So I’m not sure why but I tried to post this weeks ago and I guess it didn’t work. Also the draft wasn’t saved. Oh well, I’ve been bad enough about the process blogs as it is. Apologies.

So after meeting with Shannon pre-Thanksgiving my project began to shift from being about arcades in general (because I wasn’t gathering as much data as I would have liked) to the very specific topic of the arcade game Pac-Man. A few epiphanies that brought me to this point were finding a working Pac-Man machine in every arcade I visited (often the only “classic” game), seeing a giant billboard for the iPhone in Times Square using Pac-Man as a selling point, and remembering the clothing retailer UniQlo’s Namco tee-shirt tie-in this summer with a Pac-Man machine free-to-play in the middle of the store.
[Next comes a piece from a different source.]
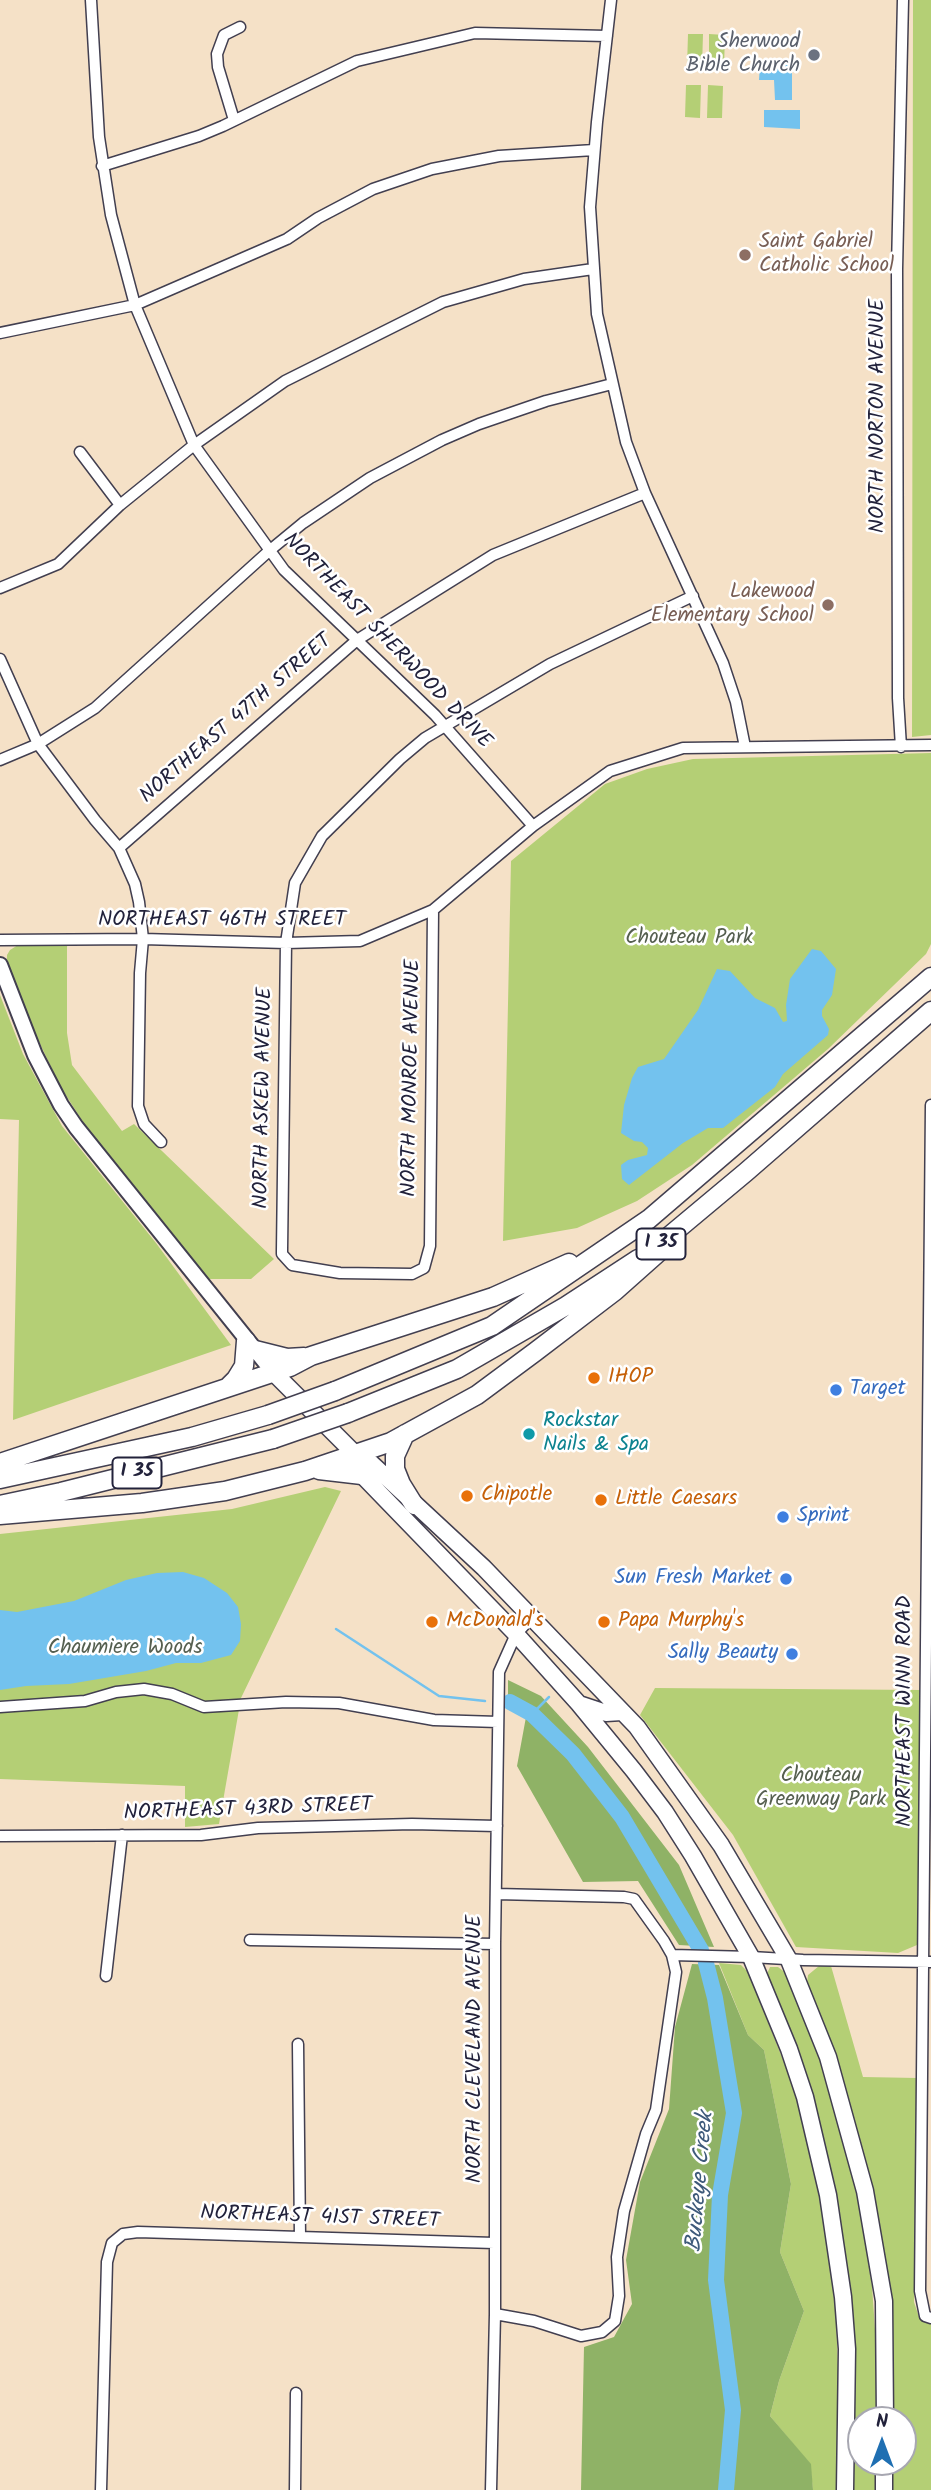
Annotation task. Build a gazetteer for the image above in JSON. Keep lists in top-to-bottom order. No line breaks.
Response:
{"streets":{"highway":["I 35"],"street":["NORTH NORTON AVENUE","NORTHEAST SHERWOOD DRIVE","NORTHEAST 47TH STREET","NORTHEAST 46TH STREET","NORTH MONROE AVENUE","NORTH ASKEW AVENUE","NORTHEAST WINN ROAD","NORTHEAST 43RD STREET","NORTH CLEVELAND AVENUE","NORTHEAST 41ST STREET"]},"crossings":[["NORTH NORTON AVENUE","NORTHEAST 46TH STREET"],["NORTHEAST SHERWOOD DRIVE","NORTHEAST 47TH STREET"],["NORTHEAST SHERWOOD DRIVE","NORTHEAST 46TH STREET"],["NORTHEAST SHERWOOD DRIVE","NORTH ASKEW AVENUE"],["NORTHEAST 46TH STREET","NORTH MONROE AVENUE"],["NORTHEAST 46TH STREET","NORTH ASKEW AVENUE"],["NORTH MONROE AVENUE","NORTH ASKEW AVENUE"],["NORTHEAST 43RD STREET","NORTH CLEVELAND AVENUE"],["NORTH CLEVELAND AVENUE","NORTHEAST 41ST STREET"]],"water":["Buckeye Creek"],"parks":["Chouteau Park","Chaumiere Woods","Chouteau Greenway Park"],"places":["Sherwood Bible Church","Saint Gabriel Catholic School","Lakewood Elementary School","IHOP","Target","Rockstar Nails & Spa","Chipotle","Little Caesars","Sprint","Sun Fresh Market","McDonald's","Papa Murphy's","Sally Beauty"],"north":"top"}
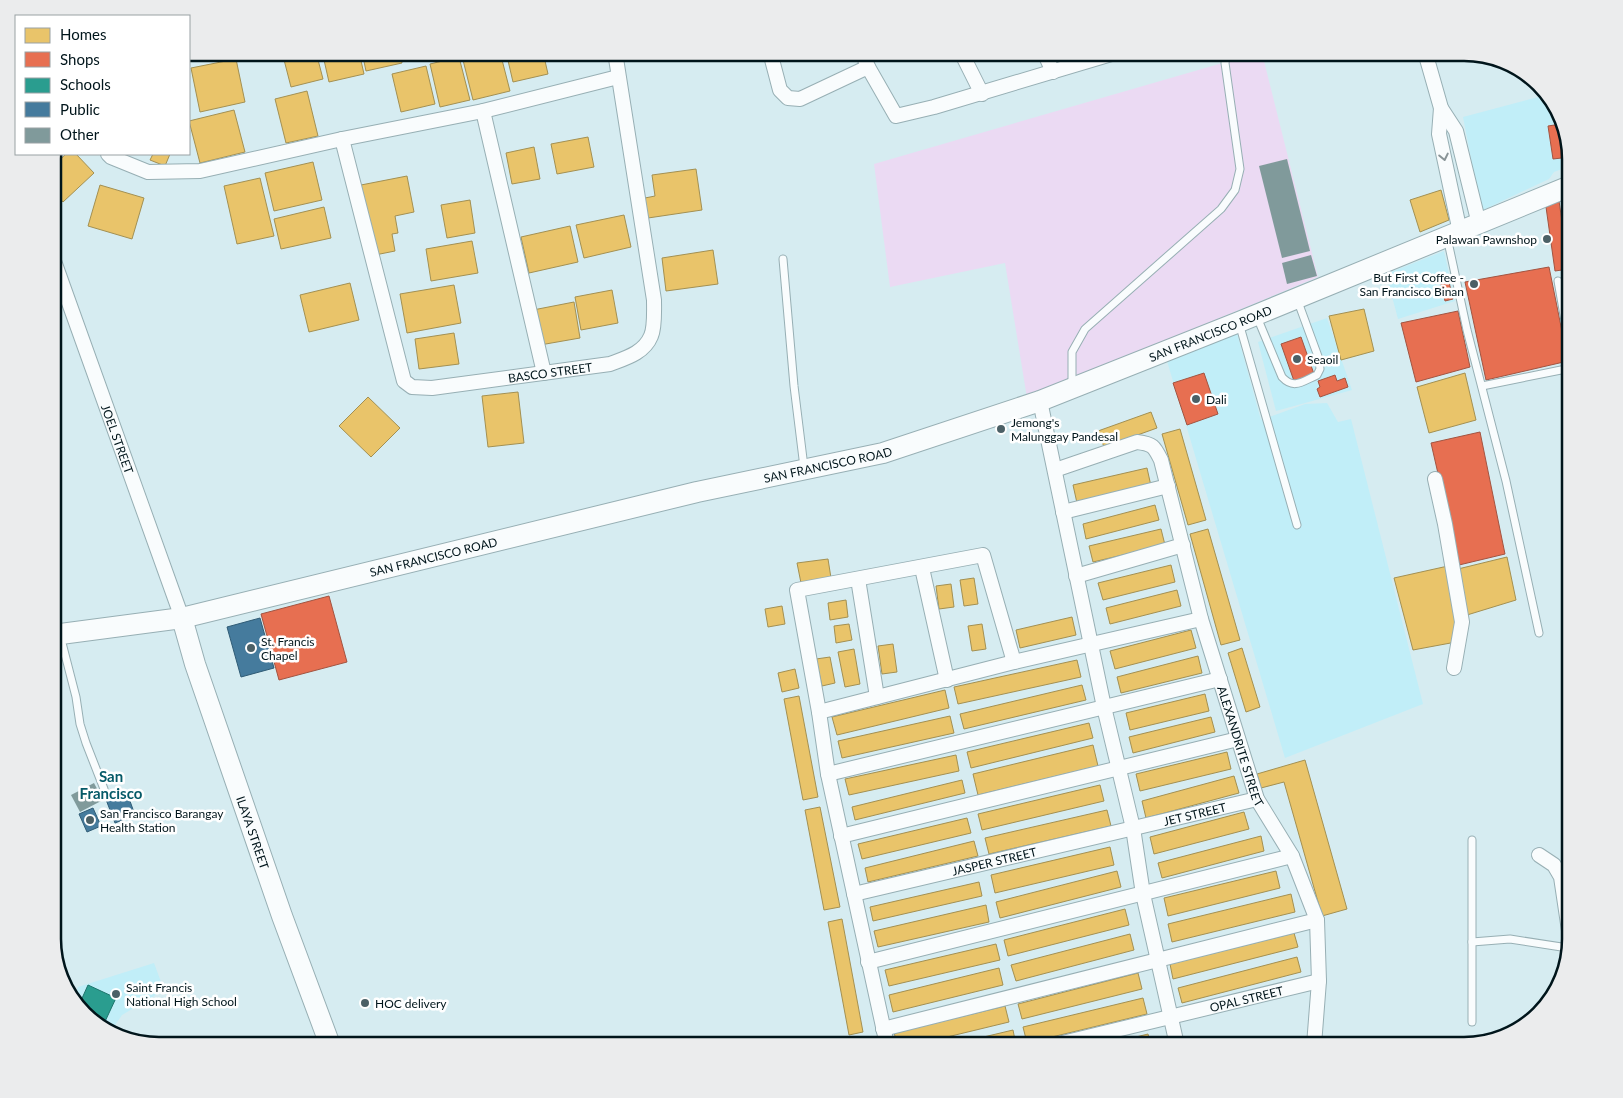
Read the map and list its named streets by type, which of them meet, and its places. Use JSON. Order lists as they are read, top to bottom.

While I understand Pac-Man’s place in the pantheon of video game characters, I began wondering what the connection was between Pac-Man and the urban environment.

Lo and behold Reddit.com dropped a gem in my lap the very next week with a link to this blog: http://gameinternals.com/post/2072558330/understanding-pac-man-ghost-behavior

Chad Birch takes you on a detailed (and highly accessible) tour of the enemy AI in the Pac-Man game. Probably few players realize, aside from the truly hardcore, that each colored ghost in Pac-Man chases the round little hero in a different way, and that the ghosts are constantly making choices based on their programmed AI about where they want to move in relation to Pac-Man’s current location.

This location-based, spatial analysis of Pac-Man really hit home with my musings about Pac-Man’s place in the urban environment. Pac-Man’s adventures even take place on a grid that if you exploded it a bit could easily be the grid of Manhattan. So now the thrust of my project is to compare the urban denizen to Pac-Man and see if that relationship bares fruit. As de Certeau says, “To walk is to lack a place.” But does Pac-Man, in his endless walking of the maze, really lack a place? Or is his place and his enemy’s place constantly defined by his movement? Can the urban walker be accurately compared to Pac-Man?